> [DESCRIPTION OF THE TASK]: Find each line below where the word "points" occurs, and copy it.

(Dataset entries)
┌──

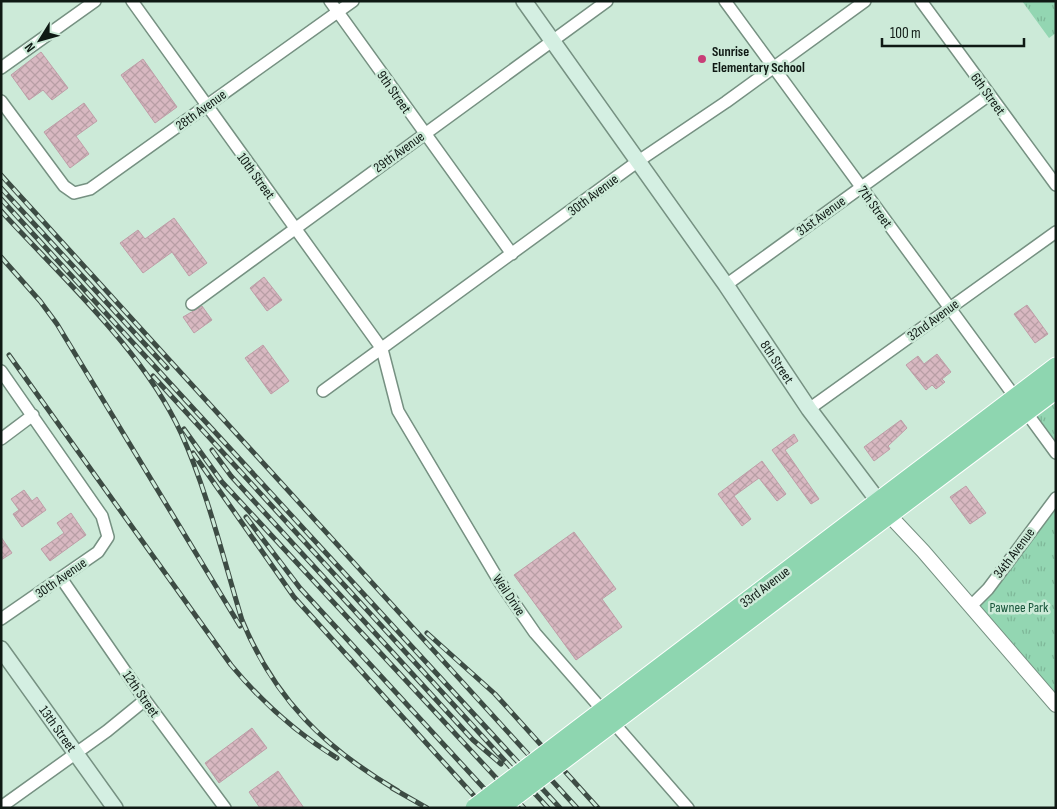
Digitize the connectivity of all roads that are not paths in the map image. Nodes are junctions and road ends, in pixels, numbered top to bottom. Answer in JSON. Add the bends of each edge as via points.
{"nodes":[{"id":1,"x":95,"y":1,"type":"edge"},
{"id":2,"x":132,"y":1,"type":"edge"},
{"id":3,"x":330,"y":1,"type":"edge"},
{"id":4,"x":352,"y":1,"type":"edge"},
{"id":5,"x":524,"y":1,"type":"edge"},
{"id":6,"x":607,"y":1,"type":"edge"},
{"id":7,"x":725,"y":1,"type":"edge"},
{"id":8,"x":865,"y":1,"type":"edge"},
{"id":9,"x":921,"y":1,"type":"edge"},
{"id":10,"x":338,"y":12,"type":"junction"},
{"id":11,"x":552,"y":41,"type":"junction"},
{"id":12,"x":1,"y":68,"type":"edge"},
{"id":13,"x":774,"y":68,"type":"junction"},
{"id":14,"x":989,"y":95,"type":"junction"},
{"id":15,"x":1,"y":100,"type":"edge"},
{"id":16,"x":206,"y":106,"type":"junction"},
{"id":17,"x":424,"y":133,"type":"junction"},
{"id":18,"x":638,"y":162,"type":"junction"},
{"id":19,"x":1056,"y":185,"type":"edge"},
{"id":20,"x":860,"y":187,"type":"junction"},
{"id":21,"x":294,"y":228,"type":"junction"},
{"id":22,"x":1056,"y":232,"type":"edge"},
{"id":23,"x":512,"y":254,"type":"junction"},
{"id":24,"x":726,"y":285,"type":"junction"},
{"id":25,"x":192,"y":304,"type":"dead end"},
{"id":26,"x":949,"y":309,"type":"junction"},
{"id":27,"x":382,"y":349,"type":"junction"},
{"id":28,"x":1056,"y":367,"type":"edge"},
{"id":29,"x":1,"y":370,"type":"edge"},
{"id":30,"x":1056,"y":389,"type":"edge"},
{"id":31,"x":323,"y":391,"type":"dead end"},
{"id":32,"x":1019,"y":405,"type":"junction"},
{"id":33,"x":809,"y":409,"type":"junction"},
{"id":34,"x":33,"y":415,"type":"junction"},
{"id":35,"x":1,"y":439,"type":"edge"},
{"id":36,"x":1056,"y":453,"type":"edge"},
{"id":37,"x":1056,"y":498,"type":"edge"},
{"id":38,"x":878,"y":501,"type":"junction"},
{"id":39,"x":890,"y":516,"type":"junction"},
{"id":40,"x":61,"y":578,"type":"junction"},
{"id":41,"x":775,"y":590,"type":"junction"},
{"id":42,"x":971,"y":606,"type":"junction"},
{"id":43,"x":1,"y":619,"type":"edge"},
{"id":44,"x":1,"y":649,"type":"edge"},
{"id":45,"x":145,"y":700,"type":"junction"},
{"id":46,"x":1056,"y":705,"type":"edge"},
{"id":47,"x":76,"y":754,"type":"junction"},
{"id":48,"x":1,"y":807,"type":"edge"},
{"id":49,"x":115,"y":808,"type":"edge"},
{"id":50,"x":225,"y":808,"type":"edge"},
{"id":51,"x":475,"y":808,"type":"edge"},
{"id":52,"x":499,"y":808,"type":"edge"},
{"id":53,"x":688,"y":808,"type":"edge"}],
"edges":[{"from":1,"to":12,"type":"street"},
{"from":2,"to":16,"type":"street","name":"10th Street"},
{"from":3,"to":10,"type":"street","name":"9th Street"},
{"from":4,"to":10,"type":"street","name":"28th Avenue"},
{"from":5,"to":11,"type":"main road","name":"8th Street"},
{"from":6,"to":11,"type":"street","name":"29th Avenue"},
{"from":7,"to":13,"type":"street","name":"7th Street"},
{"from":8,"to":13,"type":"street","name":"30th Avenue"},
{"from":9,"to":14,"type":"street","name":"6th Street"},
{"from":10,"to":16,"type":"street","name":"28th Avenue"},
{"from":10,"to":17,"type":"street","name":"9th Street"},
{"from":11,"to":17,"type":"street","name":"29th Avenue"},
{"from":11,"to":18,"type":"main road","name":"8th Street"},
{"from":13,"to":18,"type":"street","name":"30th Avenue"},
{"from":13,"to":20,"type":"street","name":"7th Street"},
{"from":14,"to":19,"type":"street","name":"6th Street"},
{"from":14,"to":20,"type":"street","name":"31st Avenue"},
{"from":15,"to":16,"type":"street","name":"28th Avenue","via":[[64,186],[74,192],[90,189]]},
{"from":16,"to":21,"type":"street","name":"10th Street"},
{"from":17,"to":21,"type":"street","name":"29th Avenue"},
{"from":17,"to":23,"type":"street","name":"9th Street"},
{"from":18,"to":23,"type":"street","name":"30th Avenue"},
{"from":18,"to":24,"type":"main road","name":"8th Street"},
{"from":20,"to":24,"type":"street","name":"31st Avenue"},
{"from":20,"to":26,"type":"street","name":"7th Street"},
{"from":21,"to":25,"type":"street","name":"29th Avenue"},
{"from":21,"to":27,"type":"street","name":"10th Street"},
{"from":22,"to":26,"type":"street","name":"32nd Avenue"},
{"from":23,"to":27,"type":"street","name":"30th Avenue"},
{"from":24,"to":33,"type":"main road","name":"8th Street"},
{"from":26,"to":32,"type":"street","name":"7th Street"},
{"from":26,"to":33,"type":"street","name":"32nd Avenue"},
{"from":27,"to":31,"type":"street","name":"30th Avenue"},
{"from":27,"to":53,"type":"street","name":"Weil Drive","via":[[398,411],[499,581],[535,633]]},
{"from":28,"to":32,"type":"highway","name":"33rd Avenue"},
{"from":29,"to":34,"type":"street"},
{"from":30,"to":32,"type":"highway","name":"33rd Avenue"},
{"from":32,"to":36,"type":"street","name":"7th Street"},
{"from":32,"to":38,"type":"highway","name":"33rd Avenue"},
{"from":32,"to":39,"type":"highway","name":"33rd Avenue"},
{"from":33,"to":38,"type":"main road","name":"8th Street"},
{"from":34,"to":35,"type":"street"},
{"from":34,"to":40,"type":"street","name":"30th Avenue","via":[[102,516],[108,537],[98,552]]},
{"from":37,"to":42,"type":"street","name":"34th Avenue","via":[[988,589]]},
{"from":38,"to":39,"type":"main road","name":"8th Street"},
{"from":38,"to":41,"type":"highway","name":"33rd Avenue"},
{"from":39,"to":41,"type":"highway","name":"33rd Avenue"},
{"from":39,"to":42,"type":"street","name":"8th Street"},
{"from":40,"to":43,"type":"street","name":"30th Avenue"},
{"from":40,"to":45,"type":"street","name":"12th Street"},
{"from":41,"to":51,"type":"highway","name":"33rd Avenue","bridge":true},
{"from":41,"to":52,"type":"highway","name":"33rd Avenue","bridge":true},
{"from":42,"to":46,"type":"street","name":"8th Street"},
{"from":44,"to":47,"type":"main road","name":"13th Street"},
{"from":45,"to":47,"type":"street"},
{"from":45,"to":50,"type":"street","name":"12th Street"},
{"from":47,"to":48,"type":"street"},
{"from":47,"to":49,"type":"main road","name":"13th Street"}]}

└──
┌──

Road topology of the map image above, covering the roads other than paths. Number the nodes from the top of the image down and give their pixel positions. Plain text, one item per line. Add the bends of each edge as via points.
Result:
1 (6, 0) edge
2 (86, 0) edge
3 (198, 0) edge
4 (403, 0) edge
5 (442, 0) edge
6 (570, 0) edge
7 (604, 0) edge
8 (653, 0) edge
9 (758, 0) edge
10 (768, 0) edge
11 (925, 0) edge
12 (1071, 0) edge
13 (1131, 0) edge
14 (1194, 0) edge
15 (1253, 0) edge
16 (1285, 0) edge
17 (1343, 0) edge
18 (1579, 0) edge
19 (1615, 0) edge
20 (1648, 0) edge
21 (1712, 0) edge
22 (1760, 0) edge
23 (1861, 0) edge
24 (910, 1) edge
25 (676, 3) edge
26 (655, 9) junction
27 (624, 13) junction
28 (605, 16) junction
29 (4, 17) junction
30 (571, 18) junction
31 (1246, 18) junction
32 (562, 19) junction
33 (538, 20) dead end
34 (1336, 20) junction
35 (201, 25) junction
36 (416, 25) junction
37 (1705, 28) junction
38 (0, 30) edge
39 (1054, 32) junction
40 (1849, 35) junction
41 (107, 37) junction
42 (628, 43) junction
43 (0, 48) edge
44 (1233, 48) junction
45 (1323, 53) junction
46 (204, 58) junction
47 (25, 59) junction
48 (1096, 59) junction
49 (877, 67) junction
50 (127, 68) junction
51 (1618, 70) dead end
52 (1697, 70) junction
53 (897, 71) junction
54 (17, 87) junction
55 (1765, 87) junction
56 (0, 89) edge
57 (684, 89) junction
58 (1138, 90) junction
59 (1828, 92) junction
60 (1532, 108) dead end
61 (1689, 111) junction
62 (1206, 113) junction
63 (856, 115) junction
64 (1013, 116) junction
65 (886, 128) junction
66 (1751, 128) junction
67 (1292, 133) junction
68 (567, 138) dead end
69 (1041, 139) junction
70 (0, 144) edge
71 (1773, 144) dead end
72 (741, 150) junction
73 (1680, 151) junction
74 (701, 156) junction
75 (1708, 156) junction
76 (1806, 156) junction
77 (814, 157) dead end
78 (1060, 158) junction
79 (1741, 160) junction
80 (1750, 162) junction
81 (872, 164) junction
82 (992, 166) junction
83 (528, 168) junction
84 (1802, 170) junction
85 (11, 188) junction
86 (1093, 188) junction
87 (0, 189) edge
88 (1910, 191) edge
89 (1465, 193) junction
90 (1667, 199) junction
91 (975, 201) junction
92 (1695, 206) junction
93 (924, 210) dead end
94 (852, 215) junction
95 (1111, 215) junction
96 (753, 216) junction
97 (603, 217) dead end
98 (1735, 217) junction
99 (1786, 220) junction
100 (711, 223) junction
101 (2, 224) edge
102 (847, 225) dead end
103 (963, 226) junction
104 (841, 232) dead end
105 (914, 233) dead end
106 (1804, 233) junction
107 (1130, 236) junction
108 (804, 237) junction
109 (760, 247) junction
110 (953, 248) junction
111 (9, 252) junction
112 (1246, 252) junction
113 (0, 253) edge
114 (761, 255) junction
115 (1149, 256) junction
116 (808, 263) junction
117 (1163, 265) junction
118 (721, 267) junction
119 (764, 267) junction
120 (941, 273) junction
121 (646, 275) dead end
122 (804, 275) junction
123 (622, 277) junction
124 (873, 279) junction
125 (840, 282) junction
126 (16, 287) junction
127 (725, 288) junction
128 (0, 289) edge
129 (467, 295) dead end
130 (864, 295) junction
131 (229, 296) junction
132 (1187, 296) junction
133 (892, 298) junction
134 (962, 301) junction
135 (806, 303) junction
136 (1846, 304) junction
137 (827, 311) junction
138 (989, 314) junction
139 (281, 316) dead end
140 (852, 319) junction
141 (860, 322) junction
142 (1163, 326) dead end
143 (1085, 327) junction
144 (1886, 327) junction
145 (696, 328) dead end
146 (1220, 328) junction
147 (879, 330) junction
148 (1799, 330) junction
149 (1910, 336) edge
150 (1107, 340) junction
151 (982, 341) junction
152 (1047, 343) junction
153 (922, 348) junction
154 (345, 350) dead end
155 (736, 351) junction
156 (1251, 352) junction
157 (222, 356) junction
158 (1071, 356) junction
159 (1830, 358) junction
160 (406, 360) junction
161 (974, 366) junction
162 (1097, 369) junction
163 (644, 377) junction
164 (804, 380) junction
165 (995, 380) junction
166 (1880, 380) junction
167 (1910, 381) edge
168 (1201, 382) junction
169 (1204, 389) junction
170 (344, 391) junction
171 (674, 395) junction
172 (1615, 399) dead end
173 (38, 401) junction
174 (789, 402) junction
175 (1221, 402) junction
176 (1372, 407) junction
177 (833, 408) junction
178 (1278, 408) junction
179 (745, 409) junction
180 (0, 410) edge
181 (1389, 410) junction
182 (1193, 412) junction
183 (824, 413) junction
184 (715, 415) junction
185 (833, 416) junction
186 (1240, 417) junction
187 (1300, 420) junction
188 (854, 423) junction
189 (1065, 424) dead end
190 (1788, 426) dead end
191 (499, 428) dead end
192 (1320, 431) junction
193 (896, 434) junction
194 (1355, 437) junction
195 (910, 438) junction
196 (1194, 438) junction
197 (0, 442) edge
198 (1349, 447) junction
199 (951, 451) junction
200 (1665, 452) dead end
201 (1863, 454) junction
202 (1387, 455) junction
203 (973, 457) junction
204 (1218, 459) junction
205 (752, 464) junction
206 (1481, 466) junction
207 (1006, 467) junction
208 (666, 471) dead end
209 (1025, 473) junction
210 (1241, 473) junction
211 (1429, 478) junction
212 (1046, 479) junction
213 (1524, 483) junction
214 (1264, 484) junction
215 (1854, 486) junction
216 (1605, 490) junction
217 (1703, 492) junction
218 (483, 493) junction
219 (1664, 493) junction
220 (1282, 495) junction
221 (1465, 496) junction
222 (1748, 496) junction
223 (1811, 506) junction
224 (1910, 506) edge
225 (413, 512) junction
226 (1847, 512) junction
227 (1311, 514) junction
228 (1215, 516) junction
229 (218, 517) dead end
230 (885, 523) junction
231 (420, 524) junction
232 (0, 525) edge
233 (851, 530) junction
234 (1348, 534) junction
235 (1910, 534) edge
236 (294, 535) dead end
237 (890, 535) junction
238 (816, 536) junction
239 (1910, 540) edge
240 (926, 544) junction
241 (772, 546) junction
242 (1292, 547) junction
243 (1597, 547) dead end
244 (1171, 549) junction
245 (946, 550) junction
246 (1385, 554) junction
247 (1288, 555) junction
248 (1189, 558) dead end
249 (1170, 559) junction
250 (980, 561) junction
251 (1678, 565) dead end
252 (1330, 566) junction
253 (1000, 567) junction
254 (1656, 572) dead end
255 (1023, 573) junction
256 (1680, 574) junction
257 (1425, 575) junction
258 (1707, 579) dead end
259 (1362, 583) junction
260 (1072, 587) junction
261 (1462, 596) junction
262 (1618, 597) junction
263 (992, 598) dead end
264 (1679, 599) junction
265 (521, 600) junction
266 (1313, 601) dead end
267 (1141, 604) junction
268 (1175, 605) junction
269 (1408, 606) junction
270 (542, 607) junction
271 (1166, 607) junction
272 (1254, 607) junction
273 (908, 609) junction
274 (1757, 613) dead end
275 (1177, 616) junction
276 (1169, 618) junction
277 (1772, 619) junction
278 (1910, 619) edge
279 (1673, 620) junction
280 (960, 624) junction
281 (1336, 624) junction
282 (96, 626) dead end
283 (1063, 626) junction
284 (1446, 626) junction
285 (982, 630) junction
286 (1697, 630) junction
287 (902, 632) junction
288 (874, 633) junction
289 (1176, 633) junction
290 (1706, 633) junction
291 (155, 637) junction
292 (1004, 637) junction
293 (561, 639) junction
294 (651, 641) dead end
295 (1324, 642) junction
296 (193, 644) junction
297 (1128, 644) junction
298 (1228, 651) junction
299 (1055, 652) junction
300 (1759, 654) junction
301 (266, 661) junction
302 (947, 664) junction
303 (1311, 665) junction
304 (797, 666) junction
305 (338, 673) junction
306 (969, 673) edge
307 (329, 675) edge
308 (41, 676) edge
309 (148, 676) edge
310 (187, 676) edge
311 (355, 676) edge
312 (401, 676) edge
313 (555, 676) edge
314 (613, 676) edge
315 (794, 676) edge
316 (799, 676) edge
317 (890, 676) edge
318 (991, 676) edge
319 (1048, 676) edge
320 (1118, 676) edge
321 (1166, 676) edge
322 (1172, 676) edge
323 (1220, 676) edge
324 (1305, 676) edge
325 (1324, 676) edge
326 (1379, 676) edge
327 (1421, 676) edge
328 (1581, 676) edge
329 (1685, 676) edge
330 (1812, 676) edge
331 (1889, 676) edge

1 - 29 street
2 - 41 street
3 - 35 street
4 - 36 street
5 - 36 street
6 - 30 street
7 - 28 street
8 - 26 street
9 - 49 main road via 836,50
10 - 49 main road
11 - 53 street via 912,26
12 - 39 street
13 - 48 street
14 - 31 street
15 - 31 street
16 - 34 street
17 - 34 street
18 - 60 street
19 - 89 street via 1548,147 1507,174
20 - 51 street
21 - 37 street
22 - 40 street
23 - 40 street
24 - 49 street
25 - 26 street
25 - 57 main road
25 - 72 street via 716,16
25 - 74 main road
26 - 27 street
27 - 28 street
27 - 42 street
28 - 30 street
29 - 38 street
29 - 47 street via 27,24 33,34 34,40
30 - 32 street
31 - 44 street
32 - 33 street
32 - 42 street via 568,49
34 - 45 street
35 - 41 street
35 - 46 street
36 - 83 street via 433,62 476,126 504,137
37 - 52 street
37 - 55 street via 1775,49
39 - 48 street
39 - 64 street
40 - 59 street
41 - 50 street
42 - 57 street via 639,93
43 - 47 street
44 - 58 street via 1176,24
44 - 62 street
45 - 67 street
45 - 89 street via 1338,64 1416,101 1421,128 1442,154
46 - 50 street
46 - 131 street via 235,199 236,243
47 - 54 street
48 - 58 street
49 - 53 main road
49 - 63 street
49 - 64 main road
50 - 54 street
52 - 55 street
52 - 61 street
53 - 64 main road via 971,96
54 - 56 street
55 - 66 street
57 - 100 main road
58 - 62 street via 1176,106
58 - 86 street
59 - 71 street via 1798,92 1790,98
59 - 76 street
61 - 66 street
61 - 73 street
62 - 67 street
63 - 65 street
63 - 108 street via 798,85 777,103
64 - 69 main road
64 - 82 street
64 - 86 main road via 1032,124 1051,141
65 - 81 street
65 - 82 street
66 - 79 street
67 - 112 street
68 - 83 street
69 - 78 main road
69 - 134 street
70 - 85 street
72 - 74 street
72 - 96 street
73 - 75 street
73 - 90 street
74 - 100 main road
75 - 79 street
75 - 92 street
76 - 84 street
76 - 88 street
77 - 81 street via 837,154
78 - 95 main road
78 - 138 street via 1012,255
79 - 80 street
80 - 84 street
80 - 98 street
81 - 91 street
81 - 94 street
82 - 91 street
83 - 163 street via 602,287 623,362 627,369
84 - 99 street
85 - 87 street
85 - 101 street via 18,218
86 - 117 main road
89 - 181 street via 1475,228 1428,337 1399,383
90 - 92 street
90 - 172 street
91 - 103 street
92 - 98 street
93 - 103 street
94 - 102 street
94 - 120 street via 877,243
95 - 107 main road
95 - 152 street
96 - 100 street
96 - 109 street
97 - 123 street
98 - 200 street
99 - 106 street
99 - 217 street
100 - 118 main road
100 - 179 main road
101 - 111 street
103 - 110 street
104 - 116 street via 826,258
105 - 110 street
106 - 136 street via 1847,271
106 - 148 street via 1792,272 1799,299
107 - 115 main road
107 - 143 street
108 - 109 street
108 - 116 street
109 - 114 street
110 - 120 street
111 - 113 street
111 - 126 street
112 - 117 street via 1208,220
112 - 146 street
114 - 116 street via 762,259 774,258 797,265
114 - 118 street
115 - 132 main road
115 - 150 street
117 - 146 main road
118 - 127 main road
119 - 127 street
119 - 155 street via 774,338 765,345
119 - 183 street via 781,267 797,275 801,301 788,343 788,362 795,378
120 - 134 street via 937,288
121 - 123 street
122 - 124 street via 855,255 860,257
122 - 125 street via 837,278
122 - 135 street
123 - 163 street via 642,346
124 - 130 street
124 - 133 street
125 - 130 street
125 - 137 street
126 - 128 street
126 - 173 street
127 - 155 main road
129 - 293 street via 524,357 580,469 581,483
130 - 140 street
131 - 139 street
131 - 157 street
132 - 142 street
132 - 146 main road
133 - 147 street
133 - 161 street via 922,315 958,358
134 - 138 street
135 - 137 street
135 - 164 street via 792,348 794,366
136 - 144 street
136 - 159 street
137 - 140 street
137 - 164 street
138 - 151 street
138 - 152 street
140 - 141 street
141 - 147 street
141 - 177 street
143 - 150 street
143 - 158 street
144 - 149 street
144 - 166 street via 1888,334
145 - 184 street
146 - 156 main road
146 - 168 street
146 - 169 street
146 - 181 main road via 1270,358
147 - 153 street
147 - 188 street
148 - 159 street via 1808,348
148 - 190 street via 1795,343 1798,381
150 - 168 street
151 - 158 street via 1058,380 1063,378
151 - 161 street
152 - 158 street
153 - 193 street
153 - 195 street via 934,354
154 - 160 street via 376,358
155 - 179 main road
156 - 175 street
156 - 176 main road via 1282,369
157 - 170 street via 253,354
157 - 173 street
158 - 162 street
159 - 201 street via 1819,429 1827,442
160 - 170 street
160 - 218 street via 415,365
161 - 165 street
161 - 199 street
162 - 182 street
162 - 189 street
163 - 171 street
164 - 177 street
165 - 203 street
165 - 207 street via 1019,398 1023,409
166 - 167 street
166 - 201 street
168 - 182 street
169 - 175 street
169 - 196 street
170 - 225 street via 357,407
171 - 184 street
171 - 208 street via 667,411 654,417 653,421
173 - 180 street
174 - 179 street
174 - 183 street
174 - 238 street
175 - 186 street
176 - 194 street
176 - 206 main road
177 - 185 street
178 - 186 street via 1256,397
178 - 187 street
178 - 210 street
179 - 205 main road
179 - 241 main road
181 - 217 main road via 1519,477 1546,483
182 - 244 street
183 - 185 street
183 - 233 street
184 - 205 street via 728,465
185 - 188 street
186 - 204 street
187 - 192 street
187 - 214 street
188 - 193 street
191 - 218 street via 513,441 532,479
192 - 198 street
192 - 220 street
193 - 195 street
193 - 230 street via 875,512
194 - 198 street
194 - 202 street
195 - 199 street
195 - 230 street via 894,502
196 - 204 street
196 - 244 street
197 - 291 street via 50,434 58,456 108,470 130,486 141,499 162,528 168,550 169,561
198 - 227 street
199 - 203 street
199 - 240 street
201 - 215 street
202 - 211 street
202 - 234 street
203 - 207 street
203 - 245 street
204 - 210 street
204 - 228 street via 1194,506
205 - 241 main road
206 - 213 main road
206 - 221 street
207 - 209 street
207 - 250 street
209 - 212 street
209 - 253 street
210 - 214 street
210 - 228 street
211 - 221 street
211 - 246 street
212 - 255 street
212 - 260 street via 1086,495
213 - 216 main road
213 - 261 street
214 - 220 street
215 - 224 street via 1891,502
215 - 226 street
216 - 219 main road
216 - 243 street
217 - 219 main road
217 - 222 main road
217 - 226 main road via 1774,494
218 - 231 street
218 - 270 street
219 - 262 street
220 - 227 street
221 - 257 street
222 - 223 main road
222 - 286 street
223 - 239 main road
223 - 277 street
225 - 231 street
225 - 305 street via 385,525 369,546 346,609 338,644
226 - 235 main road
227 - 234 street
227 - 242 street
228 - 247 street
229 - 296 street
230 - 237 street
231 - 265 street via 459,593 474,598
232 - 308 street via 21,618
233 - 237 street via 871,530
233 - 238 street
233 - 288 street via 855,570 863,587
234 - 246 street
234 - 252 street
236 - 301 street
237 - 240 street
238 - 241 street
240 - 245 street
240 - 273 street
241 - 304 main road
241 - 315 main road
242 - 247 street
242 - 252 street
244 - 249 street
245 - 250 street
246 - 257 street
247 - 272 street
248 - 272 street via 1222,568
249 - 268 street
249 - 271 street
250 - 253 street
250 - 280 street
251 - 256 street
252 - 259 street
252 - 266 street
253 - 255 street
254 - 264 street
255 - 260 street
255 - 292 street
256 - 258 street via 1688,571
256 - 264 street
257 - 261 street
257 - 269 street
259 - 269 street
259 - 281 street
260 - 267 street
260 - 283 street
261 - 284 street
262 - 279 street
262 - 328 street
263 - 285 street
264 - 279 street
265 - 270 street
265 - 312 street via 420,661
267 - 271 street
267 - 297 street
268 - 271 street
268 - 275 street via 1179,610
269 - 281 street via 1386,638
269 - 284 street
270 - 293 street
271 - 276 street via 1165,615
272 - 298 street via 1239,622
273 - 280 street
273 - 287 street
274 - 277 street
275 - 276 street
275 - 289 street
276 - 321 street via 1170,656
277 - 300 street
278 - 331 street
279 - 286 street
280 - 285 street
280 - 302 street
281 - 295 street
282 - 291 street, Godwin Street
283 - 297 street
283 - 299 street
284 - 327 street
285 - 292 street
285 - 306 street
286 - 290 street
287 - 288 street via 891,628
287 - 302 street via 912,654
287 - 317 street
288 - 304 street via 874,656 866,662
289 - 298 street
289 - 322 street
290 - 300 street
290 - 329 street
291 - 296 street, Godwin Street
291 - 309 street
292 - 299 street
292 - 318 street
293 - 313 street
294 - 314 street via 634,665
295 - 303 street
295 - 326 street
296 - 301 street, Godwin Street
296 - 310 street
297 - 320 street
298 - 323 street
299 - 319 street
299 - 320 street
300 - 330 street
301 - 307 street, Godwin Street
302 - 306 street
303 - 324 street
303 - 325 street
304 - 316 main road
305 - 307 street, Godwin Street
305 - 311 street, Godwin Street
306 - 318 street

└──

> [ANSWER TO THE EXERCISE]:
Digitize the connectivity of all roads that are not paths in the map image. Nodes are junctions and road ends, in pixels, numbered top to bottom. Answer in JSON. Add the bends of each edge as via points.
Road topology of the map image above, covering the roads other than paths. Number the nodes from the top of the image down and give their pixel positions. Plain text, one item per line. Add the bends of each edge as via points.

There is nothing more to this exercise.